Work instruction: With nothing added and nothing dropped, copy the entire listing.
Input data START
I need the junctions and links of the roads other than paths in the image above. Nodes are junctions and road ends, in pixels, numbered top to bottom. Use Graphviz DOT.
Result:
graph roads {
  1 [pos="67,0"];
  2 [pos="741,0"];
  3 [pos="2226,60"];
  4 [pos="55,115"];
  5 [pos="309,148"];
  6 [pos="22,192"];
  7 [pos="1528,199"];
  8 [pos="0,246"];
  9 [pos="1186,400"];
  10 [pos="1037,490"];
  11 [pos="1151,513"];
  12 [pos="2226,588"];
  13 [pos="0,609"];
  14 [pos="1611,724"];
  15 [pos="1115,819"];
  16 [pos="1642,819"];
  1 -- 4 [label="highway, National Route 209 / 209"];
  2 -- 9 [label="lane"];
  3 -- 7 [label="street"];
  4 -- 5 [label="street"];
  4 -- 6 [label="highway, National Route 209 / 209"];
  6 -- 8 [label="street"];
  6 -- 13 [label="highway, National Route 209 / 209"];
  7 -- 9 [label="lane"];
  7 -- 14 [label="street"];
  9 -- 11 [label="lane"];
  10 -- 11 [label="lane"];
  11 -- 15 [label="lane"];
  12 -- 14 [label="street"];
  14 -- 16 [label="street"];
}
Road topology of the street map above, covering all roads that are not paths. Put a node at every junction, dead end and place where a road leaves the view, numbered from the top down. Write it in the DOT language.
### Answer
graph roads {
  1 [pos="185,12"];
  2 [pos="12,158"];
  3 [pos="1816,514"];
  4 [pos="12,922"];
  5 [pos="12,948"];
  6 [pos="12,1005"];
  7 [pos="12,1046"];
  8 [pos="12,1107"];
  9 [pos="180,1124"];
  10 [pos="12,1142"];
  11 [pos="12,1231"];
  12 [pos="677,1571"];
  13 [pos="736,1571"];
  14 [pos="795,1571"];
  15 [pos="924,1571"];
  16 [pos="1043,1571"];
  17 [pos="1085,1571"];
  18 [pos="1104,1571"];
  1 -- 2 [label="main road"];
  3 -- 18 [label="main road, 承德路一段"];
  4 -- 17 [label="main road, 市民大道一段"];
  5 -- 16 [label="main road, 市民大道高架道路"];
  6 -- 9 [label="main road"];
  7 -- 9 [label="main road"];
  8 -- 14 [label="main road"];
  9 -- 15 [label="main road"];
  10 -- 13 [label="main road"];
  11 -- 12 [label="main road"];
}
Input data END
Task response:
I need the junctions and links of the roads other than paths in the image above. Nodes are junctions and road ends, in pixels, numbered top to bottom. Use Graphviz DOT.
Result:
graph roads {
  1 [pos="67,0"];
  2 [pos="741,0"];
  3 [pos="2226,60"];
  4 [pos="55,115"];
  5 [pos="309,148"];
  6 [pos="22,192"];
  7 [pos="1528,199"];
  8 [pos="0,246"];
  9 [pos="1186,400"];
  10 [pos="1037,490"];
  11 [pos="1151,513"];
  12 [pos="2226,588"];
  13 [pos="0,609"];
  14 [pos="1611,724"];
  15 [pos="1115,819"];
  16 [pos="1642,819"];
  1 -- 4 [label="highway, National Route 209 / 209"];
  2 -- 9 [label="lane"];
  3 -- 7 [label="street"];
  4 -- 5 [label="street"];
  4 -- 6 [label="highway, National Route 209 / 209"];
  6 -- 8 [label="street"];
  6 -- 13 [label="highway, National Route 209 / 209"];
  7 -- 9 [label="lane"];
  7 -- 14 [label="street"];
  9 -- 11 [label="lane"];
  10 -- 11 [label="lane"];
  11 -- 15 [label="lane"];
  12 -- 14 [label="street"];
  14 -- 16 [label="street"];
}
Road topology of the street map above, covering all roads that are not paths. Put a node at every junction, dead end and place where a road leaves the view, numbered from the top down. Write it in the DOT language.
### Answer
graph roads {
  1 [pos="185,12"];
  2 [pos="12,158"];
  3 [pos="1816,514"];
  4 [pos="12,922"];
  5 [pos="12,948"];
  6 [pos="12,1005"];
  7 [pos="12,1046"];
  8 [pos="12,1107"];
  9 [pos="180,1124"];
  10 [pos="12,1142"];
  11 [pos="12,1231"];
  12 [pos="677,1571"];
  13 [pos="736,1571"];
  14 [pos="795,1571"];
  15 [pos="924,1571"];
  16 [pos="1043,1571"];
  17 [pos="1085,1571"];
  18 [pos="1104,1571"];
  1 -- 2 [label="main road"];
  3 -- 18 [label="main road, 承德路一段"];
  4 -- 17 [label="main road, 市民大道一段"];
  5 -- 16 [label="main road, 市民大道高架道路"];
  6 -- 9 [label="main road"];
  7 -- 9 [label="main road"];
  8 -- 14 [label="main road"];
  9 -- 15 [label="main road"];
  10 -- 13 [label="main road"];
  11 -- 12 [label="main road"];
}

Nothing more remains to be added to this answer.